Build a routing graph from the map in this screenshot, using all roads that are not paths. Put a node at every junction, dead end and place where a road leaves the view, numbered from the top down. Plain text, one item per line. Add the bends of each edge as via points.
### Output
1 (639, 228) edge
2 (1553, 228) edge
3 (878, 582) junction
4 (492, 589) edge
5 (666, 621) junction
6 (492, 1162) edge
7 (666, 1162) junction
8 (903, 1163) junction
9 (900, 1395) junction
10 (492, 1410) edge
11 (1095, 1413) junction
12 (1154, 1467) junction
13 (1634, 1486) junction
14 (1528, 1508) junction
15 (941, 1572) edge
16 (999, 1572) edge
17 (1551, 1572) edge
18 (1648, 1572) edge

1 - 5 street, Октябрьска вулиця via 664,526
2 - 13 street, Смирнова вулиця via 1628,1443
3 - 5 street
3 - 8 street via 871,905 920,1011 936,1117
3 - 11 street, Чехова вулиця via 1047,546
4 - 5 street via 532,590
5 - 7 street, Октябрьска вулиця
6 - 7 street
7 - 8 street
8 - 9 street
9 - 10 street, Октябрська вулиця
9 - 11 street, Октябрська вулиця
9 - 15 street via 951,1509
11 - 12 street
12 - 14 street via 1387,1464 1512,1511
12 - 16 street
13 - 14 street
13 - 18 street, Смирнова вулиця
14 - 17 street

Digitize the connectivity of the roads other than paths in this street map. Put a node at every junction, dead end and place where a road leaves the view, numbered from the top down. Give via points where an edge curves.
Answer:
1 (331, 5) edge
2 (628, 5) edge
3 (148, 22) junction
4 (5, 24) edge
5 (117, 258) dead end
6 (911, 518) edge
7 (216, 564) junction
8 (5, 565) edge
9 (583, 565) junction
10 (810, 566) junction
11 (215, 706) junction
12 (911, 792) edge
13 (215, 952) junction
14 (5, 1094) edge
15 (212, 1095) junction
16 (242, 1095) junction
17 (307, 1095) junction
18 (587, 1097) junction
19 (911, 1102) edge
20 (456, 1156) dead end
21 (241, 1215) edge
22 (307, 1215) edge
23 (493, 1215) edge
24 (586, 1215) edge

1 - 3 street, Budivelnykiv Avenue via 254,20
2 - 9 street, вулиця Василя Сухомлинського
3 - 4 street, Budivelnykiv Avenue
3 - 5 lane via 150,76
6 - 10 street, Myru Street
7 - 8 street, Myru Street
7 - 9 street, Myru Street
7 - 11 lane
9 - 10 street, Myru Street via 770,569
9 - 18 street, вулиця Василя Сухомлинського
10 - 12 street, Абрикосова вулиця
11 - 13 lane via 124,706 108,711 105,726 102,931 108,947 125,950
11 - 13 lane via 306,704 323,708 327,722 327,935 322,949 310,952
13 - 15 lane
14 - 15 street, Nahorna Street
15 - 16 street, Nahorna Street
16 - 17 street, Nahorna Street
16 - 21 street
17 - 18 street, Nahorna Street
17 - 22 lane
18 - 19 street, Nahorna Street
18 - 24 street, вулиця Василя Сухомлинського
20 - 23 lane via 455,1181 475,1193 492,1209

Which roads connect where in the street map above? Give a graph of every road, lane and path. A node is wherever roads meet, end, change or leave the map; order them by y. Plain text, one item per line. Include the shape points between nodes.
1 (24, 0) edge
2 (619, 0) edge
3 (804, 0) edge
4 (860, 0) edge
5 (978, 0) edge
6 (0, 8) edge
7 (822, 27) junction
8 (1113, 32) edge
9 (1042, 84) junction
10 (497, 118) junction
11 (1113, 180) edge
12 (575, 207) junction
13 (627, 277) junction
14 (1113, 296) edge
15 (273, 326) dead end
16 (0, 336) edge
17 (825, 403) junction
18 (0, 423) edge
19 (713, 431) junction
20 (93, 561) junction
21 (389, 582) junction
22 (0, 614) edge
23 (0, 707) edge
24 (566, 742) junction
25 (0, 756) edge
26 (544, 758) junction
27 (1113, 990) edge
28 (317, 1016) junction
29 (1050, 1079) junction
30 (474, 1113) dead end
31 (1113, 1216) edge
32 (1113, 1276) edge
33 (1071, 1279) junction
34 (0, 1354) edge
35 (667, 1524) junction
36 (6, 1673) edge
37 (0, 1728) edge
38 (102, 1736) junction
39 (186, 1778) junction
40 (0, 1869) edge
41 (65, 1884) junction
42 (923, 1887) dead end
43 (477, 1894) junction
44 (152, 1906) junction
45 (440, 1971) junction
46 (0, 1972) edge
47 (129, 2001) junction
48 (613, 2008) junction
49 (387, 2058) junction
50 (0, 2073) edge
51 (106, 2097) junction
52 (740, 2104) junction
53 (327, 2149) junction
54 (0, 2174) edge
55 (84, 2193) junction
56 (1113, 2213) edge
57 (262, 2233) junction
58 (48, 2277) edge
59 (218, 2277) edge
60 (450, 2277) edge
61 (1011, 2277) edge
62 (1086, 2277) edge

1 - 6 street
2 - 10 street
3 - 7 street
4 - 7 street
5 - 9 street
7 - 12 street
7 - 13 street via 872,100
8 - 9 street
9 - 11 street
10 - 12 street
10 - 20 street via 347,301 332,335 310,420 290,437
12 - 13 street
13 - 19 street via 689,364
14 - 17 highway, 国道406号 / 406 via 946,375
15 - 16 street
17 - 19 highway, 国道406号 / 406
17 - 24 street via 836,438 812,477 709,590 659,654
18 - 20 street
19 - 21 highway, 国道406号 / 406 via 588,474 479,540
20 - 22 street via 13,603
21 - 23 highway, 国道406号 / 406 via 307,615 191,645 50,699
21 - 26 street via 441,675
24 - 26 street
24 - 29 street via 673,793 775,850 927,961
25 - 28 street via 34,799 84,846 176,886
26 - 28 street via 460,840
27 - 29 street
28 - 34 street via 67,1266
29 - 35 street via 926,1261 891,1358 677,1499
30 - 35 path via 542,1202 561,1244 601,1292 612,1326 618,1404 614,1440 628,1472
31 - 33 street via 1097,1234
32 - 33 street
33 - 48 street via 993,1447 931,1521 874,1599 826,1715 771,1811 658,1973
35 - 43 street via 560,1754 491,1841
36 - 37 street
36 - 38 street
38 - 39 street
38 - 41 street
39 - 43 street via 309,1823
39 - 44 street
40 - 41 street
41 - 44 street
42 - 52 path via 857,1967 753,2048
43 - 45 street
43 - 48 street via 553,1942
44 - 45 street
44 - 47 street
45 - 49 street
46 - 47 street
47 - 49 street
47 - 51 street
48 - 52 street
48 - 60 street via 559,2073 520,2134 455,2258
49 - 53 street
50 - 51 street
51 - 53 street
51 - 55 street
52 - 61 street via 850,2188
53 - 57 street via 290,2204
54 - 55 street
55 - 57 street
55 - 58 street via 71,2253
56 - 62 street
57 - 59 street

....................

What the task asks: Output all of the data again, exactly.

Answer space:
Build a routing graph from the map in this screenshot, using all roads that are not paths. Put a node at every junction, dead end and place where a road leaves the view, numbered from the top down. Plain text, one item per line. Add the bends of each edge as via points.
### Output
1 (639, 228) edge
2 (1553, 228) edge
3 (878, 582) junction
4 (492, 589) edge
5 (666, 621) junction
6 (492, 1162) edge
7 (666, 1162) junction
8 (903, 1163) junction
9 (900, 1395) junction
10 (492, 1410) edge
11 (1095, 1413) junction
12 (1154, 1467) junction
13 (1634, 1486) junction
14 (1528, 1508) junction
15 (941, 1572) edge
16 (999, 1572) edge
17 (1551, 1572) edge
18 (1648, 1572) edge

1 - 5 street, Октябрьска вулиця via 664,526
2 - 13 street, Смирнова вулиця via 1628,1443
3 - 5 street
3 - 8 street via 871,905 920,1011 936,1117
3 - 11 street, Чехова вулиця via 1047,546
4 - 5 street via 532,590
5 - 7 street, Октябрьска вулиця
6 - 7 street
7 - 8 street
8 - 9 street
9 - 10 street, Октябрська вулиця
9 - 11 street, Октябрська вулиця
9 - 15 street via 951,1509
11 - 12 street
12 - 14 street via 1387,1464 1512,1511
12 - 16 street
13 - 14 street
13 - 18 street, Смирнова вулиця
14 - 17 street

Digitize the connectivity of the roads other than paths in this street map. Put a node at every junction, dead end and place where a road leaves the view, numbered from the top down. Give via points where an edge curves.
Answer:
1 (331, 5) edge
2 (628, 5) edge
3 (148, 22) junction
4 (5, 24) edge
5 (117, 258) dead end
6 (911, 518) edge
7 (216, 564) junction
8 (5, 565) edge
9 (583, 565) junction
10 (810, 566) junction
11 (215, 706) junction
12 (911, 792) edge
13 (215, 952) junction
14 (5, 1094) edge
15 (212, 1095) junction
16 (242, 1095) junction
17 (307, 1095) junction
18 (587, 1097) junction
19 (911, 1102) edge
20 (456, 1156) dead end
21 (241, 1215) edge
22 (307, 1215) edge
23 (493, 1215) edge
24 (586, 1215) edge

1 - 3 street, Budivelnykiv Avenue via 254,20
2 - 9 street, вулиця Василя Сухомлинського
3 - 4 street, Budivelnykiv Avenue
3 - 5 lane via 150,76
6 - 10 street, Myru Street
7 - 8 street, Myru Street
7 - 9 street, Myru Street
7 - 11 lane
9 - 10 street, Myru Street via 770,569
9 - 18 street, вулиця Василя Сухомлинського
10 - 12 street, Абрикосова вулиця
11 - 13 lane via 124,706 108,711 105,726 102,931 108,947 125,950
11 - 13 lane via 306,704 323,708 327,722 327,935 322,949 310,952
13 - 15 lane
14 - 15 street, Nahorna Street
15 - 16 street, Nahorna Street
16 - 17 street, Nahorna Street
16 - 21 street
17 - 18 street, Nahorna Street
17 - 22 lane
18 - 19 street, Nahorna Street
18 - 24 street, вулиця Василя Сухомлинського
20 - 23 lane via 455,1181 475,1193 492,1209

Which roads connect where in the street map above? Give a graph of every road, lane and path. A node is wherever roads meet, end, change or leave the map; order them by y. Plain text, one item per line. Include the shape points between nodes.
1 (24, 0) edge
2 (619, 0) edge
3 (804, 0) edge
4 (860, 0) edge
5 (978, 0) edge
6 (0, 8) edge
7 (822, 27) junction
8 (1113, 32) edge
9 (1042, 84) junction
10 (497, 118) junction
11 (1113, 180) edge
12 (575, 207) junction
13 (627, 277) junction
14 (1113, 296) edge
15 (273, 326) dead end
16 (0, 336) edge
17 (825, 403) junction
18 (0, 423) edge
19 (713, 431) junction
20 (93, 561) junction
21 (389, 582) junction
22 (0, 614) edge
23 (0, 707) edge
24 (566, 742) junction
25 (0, 756) edge
26 (544, 758) junction
27 (1113, 990) edge
28 (317, 1016) junction
29 (1050, 1079) junction
30 (474, 1113) dead end
31 (1113, 1216) edge
32 (1113, 1276) edge
33 (1071, 1279) junction
34 (0, 1354) edge
35 (667, 1524) junction
36 (6, 1673) edge
37 (0, 1728) edge
38 (102, 1736) junction
39 (186, 1778) junction
40 (0, 1869) edge
41 (65, 1884) junction
42 (923, 1887) dead end
43 (477, 1894) junction
44 (152, 1906) junction
45 (440, 1971) junction
46 (0, 1972) edge
47 (129, 2001) junction
48 (613, 2008) junction
49 (387, 2058) junction
50 (0, 2073) edge
51 (106, 2097) junction
52 (740, 2104) junction
53 (327, 2149) junction
54 (0, 2174) edge
55 (84, 2193) junction
56 (1113, 2213) edge
57 (262, 2233) junction
58 (48, 2277) edge
59 (218, 2277) edge
60 (450, 2277) edge
61 (1011, 2277) edge
62 (1086, 2277) edge

1 - 6 street
2 - 10 street
3 - 7 street
4 - 7 street
5 - 9 street
7 - 12 street
7 - 13 street via 872,100
8 - 9 street
9 - 11 street
10 - 12 street
10 - 20 street via 347,301 332,335 310,420 290,437
12 - 13 street
13 - 19 street via 689,364
14 - 17 highway, 国道406号 / 406 via 946,375
15 - 16 street
17 - 19 highway, 国道406号 / 406
17 - 24 street via 836,438 812,477 709,590 659,654
18 - 20 street
19 - 21 highway, 国道406号 / 406 via 588,474 479,540
20 - 22 street via 13,603
21 - 23 highway, 国道406号 / 406 via 307,615 191,645 50,699
21 - 26 street via 441,675
24 - 26 street
24 - 29 street via 673,793 775,850 927,961
25 - 28 street via 34,799 84,846 176,886
26 - 28 street via 460,840
27 - 29 street
28 - 34 street via 67,1266
29 - 35 street via 926,1261 891,1358 677,1499
30 - 35 path via 542,1202 561,1244 601,1292 612,1326 618,1404 614,1440 628,1472
31 - 33 street via 1097,1234
32 - 33 street
33 - 48 street via 993,1447 931,1521 874,1599 826,1715 771,1811 658,1973
35 - 43 street via 560,1754 491,1841
36 - 37 street
36 - 38 street
38 - 39 street
38 - 41 street
39 - 43 street via 309,1823
39 - 44 street
40 - 41 street
41 - 44 street
42 - 52 path via 857,1967 753,2048
43 - 45 street
43 - 48 street via 553,1942
44 - 45 street
44 - 47 street
45 - 49 street
46 - 47 street
47 - 49 street
47 - 51 street
48 - 52 street
48 - 60 street via 559,2073 520,2134 455,2258
49 - 53 street
50 - 51 street
51 - 53 street
51 - 55 street
52 - 61 street via 850,2188
53 - 57 street via 290,2204
54 - 55 street
55 - 57 street
55 - 58 street via 71,2253
56 - 62 street
57 - 59 street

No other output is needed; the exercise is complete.